*Data in this exercise*.
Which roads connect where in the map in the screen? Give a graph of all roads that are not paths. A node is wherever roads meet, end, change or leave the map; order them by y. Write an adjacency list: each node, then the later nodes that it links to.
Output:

* * *

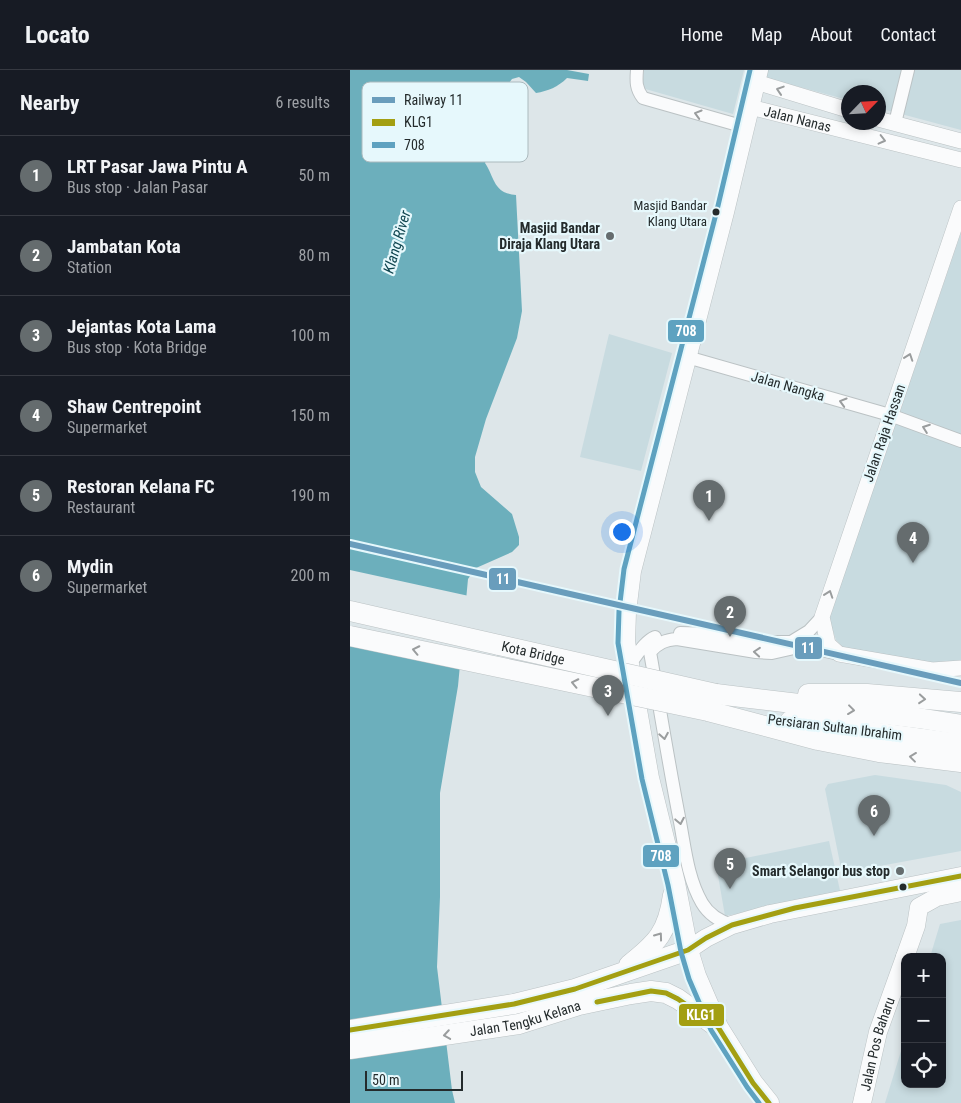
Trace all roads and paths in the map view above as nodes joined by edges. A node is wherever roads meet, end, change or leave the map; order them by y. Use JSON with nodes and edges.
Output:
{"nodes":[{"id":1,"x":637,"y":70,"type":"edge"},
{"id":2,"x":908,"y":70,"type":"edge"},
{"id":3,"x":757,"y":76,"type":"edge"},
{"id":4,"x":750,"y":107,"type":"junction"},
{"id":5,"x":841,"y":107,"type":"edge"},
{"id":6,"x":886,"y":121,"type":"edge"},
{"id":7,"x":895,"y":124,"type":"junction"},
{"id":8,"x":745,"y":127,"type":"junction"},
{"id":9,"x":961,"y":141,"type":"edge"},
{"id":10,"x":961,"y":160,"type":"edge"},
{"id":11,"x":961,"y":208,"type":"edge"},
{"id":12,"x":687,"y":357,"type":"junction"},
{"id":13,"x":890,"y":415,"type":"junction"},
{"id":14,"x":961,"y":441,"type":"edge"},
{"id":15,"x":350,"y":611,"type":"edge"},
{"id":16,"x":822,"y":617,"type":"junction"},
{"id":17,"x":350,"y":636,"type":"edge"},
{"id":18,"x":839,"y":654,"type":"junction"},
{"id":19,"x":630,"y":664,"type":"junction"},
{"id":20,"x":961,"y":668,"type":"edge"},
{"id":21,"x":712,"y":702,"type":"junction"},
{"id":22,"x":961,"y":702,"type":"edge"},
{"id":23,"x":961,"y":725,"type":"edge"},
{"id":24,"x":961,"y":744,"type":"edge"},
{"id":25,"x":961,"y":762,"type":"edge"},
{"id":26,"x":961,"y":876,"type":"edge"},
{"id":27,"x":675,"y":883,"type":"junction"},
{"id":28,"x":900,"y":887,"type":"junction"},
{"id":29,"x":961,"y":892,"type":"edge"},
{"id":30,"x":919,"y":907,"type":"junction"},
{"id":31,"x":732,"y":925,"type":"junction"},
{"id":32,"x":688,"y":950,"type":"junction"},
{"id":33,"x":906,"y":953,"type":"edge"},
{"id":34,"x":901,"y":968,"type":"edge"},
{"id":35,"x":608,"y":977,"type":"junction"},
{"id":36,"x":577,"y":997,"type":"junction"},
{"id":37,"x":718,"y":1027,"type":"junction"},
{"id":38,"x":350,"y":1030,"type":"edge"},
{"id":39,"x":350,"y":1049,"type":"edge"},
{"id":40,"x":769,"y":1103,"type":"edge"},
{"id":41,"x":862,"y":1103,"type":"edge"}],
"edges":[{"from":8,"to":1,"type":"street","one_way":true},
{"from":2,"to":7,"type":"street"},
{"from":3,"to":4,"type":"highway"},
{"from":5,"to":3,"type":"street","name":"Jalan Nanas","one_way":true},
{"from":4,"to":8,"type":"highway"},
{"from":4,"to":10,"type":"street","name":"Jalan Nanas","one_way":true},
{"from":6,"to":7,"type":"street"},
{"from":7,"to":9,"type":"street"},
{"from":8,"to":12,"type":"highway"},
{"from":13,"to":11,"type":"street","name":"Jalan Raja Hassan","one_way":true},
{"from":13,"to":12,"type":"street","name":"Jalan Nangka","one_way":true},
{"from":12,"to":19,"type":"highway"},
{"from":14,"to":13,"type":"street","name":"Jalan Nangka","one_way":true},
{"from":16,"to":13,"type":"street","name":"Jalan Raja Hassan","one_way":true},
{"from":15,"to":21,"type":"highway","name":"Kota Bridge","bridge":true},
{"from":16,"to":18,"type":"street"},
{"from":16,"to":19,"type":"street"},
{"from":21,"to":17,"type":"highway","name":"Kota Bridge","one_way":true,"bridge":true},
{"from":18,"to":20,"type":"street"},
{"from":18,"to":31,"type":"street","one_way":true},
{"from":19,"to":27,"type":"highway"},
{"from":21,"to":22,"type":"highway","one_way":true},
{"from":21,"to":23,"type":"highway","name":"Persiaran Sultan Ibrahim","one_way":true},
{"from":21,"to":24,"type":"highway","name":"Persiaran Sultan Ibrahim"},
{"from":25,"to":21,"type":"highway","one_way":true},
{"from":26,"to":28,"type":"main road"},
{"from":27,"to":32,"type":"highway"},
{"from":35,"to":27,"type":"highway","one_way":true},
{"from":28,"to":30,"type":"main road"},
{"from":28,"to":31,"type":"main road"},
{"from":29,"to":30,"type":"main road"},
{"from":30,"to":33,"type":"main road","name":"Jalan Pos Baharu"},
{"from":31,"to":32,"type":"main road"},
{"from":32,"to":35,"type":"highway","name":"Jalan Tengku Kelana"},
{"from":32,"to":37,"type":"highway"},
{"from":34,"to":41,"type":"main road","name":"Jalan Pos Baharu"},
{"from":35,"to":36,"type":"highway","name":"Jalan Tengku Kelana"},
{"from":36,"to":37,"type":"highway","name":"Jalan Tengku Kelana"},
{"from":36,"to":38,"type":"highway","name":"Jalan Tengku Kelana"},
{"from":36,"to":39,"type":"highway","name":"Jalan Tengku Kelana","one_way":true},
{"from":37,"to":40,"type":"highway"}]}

* * *

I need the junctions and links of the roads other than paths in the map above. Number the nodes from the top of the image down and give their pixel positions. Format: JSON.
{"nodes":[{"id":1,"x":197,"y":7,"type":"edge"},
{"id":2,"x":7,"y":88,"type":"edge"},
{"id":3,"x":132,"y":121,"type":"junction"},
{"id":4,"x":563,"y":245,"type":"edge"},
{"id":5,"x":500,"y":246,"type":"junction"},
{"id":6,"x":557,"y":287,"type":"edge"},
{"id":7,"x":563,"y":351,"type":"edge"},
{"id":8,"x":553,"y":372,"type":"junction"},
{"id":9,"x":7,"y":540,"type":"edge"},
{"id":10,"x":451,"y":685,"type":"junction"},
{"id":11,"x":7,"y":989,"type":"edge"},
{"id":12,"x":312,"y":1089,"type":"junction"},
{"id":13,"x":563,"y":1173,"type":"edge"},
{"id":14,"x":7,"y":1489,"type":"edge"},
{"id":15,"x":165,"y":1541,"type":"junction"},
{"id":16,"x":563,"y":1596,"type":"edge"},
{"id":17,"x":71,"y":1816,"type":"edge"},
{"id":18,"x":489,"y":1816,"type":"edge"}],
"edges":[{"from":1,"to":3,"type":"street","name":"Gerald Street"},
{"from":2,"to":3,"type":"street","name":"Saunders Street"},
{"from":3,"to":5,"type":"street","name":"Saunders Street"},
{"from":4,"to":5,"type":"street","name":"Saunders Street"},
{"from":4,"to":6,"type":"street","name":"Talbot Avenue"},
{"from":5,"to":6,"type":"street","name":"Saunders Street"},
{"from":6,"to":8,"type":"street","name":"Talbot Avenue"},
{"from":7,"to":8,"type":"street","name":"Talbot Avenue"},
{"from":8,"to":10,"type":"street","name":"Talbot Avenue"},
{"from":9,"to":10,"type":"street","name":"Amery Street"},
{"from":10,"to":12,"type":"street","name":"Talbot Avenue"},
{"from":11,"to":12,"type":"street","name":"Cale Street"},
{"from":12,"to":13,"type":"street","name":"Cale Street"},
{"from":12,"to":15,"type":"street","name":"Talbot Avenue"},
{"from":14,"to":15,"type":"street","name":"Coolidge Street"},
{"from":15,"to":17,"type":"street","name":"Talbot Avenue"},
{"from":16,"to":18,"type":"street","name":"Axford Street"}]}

*Description of the task*. For each line in the entries that contains the string "leave", make a copy.

*Finished task*.
Which roads connect where in the map in the screen? Give a graph of all roads that are not paths. A node is wherever roads meet, end, change or leave the map; order them by y. Write an adjacency list: each node, then the later nodes that it links to.
Trace all roads and paths in the map view above as nodes joined by edges. A node is wherever roads meet, end, change or leave the map; order them by y. Use JSON with nodes and edges.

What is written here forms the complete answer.